> [Task description]:
In your reply, restate all of the records below word for word.

> [Available data]:
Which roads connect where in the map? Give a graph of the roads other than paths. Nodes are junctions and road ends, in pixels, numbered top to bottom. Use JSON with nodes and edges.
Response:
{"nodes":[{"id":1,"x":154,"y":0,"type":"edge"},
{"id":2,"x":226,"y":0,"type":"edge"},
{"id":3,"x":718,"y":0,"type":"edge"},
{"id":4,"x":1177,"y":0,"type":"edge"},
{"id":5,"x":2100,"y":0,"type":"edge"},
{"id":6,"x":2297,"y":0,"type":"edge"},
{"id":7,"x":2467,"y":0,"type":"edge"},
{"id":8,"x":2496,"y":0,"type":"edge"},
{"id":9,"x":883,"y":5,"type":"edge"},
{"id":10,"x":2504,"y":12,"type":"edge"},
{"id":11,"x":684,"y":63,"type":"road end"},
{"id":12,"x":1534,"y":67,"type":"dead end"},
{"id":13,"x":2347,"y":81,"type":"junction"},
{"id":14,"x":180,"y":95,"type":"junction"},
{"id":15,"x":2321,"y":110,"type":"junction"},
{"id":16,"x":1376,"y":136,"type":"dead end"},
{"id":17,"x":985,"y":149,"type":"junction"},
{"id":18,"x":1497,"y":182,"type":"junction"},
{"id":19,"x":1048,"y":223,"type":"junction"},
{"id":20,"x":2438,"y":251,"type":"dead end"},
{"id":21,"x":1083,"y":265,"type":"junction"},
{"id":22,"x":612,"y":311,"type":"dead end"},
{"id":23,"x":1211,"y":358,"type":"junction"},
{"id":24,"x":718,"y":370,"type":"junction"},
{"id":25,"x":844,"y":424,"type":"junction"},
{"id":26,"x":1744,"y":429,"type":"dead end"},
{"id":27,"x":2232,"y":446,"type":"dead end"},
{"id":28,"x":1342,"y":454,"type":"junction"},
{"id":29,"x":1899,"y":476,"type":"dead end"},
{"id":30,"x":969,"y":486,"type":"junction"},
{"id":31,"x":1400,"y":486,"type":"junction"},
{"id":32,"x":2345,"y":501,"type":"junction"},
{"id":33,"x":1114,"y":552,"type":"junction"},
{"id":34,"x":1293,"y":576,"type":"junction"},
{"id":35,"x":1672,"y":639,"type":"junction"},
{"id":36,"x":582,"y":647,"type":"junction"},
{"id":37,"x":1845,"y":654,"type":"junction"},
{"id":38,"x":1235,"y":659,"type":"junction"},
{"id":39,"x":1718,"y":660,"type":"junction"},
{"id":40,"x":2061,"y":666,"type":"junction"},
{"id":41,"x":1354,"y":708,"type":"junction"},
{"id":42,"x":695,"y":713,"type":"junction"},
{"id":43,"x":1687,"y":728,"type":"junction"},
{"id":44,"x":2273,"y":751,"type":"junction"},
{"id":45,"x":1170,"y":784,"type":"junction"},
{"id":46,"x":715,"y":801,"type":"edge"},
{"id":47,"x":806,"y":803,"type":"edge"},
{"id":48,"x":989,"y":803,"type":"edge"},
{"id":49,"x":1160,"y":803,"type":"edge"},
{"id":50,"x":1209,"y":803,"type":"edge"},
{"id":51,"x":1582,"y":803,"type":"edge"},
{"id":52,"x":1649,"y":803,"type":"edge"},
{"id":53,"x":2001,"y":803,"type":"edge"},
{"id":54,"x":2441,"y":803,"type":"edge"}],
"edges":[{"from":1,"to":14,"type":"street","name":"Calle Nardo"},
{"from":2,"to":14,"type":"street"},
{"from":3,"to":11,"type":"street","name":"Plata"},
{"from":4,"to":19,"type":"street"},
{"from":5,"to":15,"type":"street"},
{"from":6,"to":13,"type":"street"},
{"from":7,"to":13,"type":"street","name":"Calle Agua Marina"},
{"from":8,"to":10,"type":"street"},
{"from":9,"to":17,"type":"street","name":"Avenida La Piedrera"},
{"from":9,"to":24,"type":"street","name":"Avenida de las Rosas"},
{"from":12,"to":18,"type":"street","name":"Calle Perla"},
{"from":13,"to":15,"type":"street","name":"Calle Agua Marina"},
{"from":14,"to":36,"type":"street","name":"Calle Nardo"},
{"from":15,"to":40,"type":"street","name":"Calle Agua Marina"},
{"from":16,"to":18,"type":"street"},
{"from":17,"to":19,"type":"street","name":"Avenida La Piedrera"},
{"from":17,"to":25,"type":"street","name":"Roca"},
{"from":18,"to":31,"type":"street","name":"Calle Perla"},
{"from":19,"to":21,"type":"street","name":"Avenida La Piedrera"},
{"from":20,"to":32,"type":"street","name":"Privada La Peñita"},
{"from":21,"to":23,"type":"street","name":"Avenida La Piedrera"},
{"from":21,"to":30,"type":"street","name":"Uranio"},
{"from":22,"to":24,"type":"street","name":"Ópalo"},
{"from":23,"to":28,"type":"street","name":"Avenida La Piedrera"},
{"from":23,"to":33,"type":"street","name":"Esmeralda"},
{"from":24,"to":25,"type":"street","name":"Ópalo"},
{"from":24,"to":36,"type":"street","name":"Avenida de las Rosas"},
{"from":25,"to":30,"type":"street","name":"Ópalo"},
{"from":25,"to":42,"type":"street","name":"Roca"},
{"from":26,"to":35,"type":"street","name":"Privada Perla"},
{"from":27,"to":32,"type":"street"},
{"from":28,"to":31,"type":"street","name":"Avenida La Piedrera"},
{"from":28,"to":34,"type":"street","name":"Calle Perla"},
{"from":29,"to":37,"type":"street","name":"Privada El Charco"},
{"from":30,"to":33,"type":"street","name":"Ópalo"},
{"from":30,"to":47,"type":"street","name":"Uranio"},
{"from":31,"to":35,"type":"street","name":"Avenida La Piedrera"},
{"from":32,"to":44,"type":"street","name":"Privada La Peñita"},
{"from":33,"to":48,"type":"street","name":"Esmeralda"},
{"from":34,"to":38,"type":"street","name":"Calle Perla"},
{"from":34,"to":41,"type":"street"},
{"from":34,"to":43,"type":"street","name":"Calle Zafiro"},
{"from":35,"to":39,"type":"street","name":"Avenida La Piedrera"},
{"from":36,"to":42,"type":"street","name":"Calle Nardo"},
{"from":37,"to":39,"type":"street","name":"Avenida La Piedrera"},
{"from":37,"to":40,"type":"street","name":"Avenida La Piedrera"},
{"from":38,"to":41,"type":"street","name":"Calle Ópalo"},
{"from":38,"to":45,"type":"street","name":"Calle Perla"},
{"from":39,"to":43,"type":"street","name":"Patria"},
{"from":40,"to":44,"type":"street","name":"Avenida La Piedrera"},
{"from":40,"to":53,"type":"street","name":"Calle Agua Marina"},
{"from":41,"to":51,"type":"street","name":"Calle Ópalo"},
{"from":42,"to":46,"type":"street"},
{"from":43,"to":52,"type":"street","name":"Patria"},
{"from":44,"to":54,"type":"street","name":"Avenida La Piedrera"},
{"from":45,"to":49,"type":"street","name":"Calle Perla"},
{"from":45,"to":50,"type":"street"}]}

> [Answer to this problem]:
Which roads connect where in the map? Give a graph of the roads other than paths. Nodes are junctions and road ends, in pixels, numbered top to bottom. Use JSON with nodes and edges.
Response:
{"nodes":[{"id":1,"x":154,"y":0,"type":"edge"},
{"id":2,"x":226,"y":0,"type":"edge"},
{"id":3,"x":718,"y":0,"type":"edge"},
{"id":4,"x":1177,"y":0,"type":"edge"},
{"id":5,"x":2100,"y":0,"type":"edge"},
{"id":6,"x":2297,"y":0,"type":"edge"},
{"id":7,"x":2467,"y":0,"type":"edge"},
{"id":8,"x":2496,"y":0,"type":"edge"},
{"id":9,"x":883,"y":5,"type":"edge"},
{"id":10,"x":2504,"y":12,"type":"edge"},
{"id":11,"x":684,"y":63,"type":"road end"},
{"id":12,"x":1534,"y":67,"type":"dead end"},
{"id":13,"x":2347,"y":81,"type":"junction"},
{"id":14,"x":180,"y":95,"type":"junction"},
{"id":15,"x":2321,"y":110,"type":"junction"},
{"id":16,"x":1376,"y":136,"type":"dead end"},
{"id":17,"x":985,"y":149,"type":"junction"},
{"id":18,"x":1497,"y":182,"type":"junction"},
{"id":19,"x":1048,"y":223,"type":"junction"},
{"id":20,"x":2438,"y":251,"type":"dead end"},
{"id":21,"x":1083,"y":265,"type":"junction"},
{"id":22,"x":612,"y":311,"type":"dead end"},
{"id":23,"x":1211,"y":358,"type":"junction"},
{"id":24,"x":718,"y":370,"type":"junction"},
{"id":25,"x":844,"y":424,"type":"junction"},
{"id":26,"x":1744,"y":429,"type":"dead end"},
{"id":27,"x":2232,"y":446,"type":"dead end"},
{"id":28,"x":1342,"y":454,"type":"junction"},
{"id":29,"x":1899,"y":476,"type":"dead end"},
{"id":30,"x":969,"y":486,"type":"junction"},
{"id":31,"x":1400,"y":486,"type":"junction"},
{"id":32,"x":2345,"y":501,"type":"junction"},
{"id":33,"x":1114,"y":552,"type":"junction"},
{"id":34,"x":1293,"y":576,"type":"junction"},
{"id":35,"x":1672,"y":639,"type":"junction"},
{"id":36,"x":582,"y":647,"type":"junction"},
{"id":37,"x":1845,"y":654,"type":"junction"},
{"id":38,"x":1235,"y":659,"type":"junction"},
{"id":39,"x":1718,"y":660,"type":"junction"},
{"id":40,"x":2061,"y":666,"type":"junction"},
{"id":41,"x":1354,"y":708,"type":"junction"},
{"id":42,"x":695,"y":713,"type":"junction"},
{"id":43,"x":1687,"y":728,"type":"junction"},
{"id":44,"x":2273,"y":751,"type":"junction"},
{"id":45,"x":1170,"y":784,"type":"junction"},
{"id":46,"x":715,"y":801,"type":"edge"},
{"id":47,"x":806,"y":803,"type":"edge"},
{"id":48,"x":989,"y":803,"type":"edge"},
{"id":49,"x":1160,"y":803,"type":"edge"},
{"id":50,"x":1209,"y":803,"type":"edge"},
{"id":51,"x":1582,"y":803,"type":"edge"},
{"id":52,"x":1649,"y":803,"type":"edge"},
{"id":53,"x":2001,"y":803,"type":"edge"},
{"id":54,"x":2441,"y":803,"type":"edge"}],
"edges":[{"from":1,"to":14,"type":"street","name":"Calle Nardo"},
{"from":2,"to":14,"type":"street"},
{"from":3,"to":11,"type":"street","name":"Plata"},
{"from":4,"to":19,"type":"street"},
{"from":5,"to":15,"type":"street"},
{"from":6,"to":13,"type":"street"},
{"from":7,"to":13,"type":"street","name":"Calle Agua Marina"},
{"from":8,"to":10,"type":"street"},
{"from":9,"to":17,"type":"street","name":"Avenida La Piedrera"},
{"from":9,"to":24,"type":"street","name":"Avenida de las Rosas"},
{"from":12,"to":18,"type":"street","name":"Calle Perla"},
{"from":13,"to":15,"type":"street","name":"Calle Agua Marina"},
{"from":14,"to":36,"type":"street","name":"Calle Nardo"},
{"from":15,"to":40,"type":"street","name":"Calle Agua Marina"},
{"from":16,"to":18,"type":"street"},
{"from":17,"to":19,"type":"street","name":"Avenida La Piedrera"},
{"from":17,"to":25,"type":"street","name":"Roca"},
{"from":18,"to":31,"type":"street","name":"Calle Perla"},
{"from":19,"to":21,"type":"street","name":"Avenida La Piedrera"},
{"from":20,"to":32,"type":"street","name":"Privada La Peñita"},
{"from":21,"to":23,"type":"street","name":"Avenida La Piedrera"},
{"from":21,"to":30,"type":"street","name":"Uranio"},
{"from":22,"to":24,"type":"street","name":"Ópalo"},
{"from":23,"to":28,"type":"street","name":"Avenida La Piedrera"},
{"from":23,"to":33,"type":"street","name":"Esmeralda"},
{"from":24,"to":25,"type":"street","name":"Ópalo"},
{"from":24,"to":36,"type":"street","name":"Avenida de las Rosas"},
{"from":25,"to":30,"type":"street","name":"Ópalo"},
{"from":25,"to":42,"type":"street","name":"Roca"},
{"from":26,"to":35,"type":"street","name":"Privada Perla"},
{"from":27,"to":32,"type":"street"},
{"from":28,"to":31,"type":"street","name":"Avenida La Piedrera"},
{"from":28,"to":34,"type":"street","name":"Calle Perla"},
{"from":29,"to":37,"type":"street","name":"Privada El Charco"},
{"from":30,"to":33,"type":"street","name":"Ópalo"},
{"from":30,"to":47,"type":"street","name":"Uranio"},
{"from":31,"to":35,"type":"street","name":"Avenida La Piedrera"},
{"from":32,"to":44,"type":"street","name":"Privada La Peñita"},
{"from":33,"to":48,"type":"street","name":"Esmeralda"},
{"from":34,"to":38,"type":"street","name":"Calle Perla"},
{"from":34,"to":41,"type":"street"},
{"from":34,"to":43,"type":"street","name":"Calle Zafiro"},
{"from":35,"to":39,"type":"street","name":"Avenida La Piedrera"},
{"from":36,"to":42,"type":"street","name":"Calle Nardo"},
{"from":37,"to":39,"type":"street","name":"Avenida La Piedrera"},
{"from":37,"to":40,"type":"street","name":"Avenida La Piedrera"},
{"from":38,"to":41,"type":"street","name":"Calle Ópalo"},
{"from":38,"to":45,"type":"street","name":"Calle Perla"},
{"from":39,"to":43,"type":"street","name":"Patria"},
{"from":40,"to":44,"type":"street","name":"Avenida La Piedrera"},
{"from":40,"to":53,"type":"street","name":"Calle Agua Marina"},
{"from":41,"to":51,"type":"street","name":"Calle Ópalo"},
{"from":42,"to":46,"type":"street"},
{"from":43,"to":52,"type":"street","name":"Patria"},
{"from":44,"to":54,"type":"street","name":"Avenida La Piedrera"},
{"from":45,"to":49,"type":"street","name":"Calle Perla"},
{"from":45,"to":50,"type":"street"}]}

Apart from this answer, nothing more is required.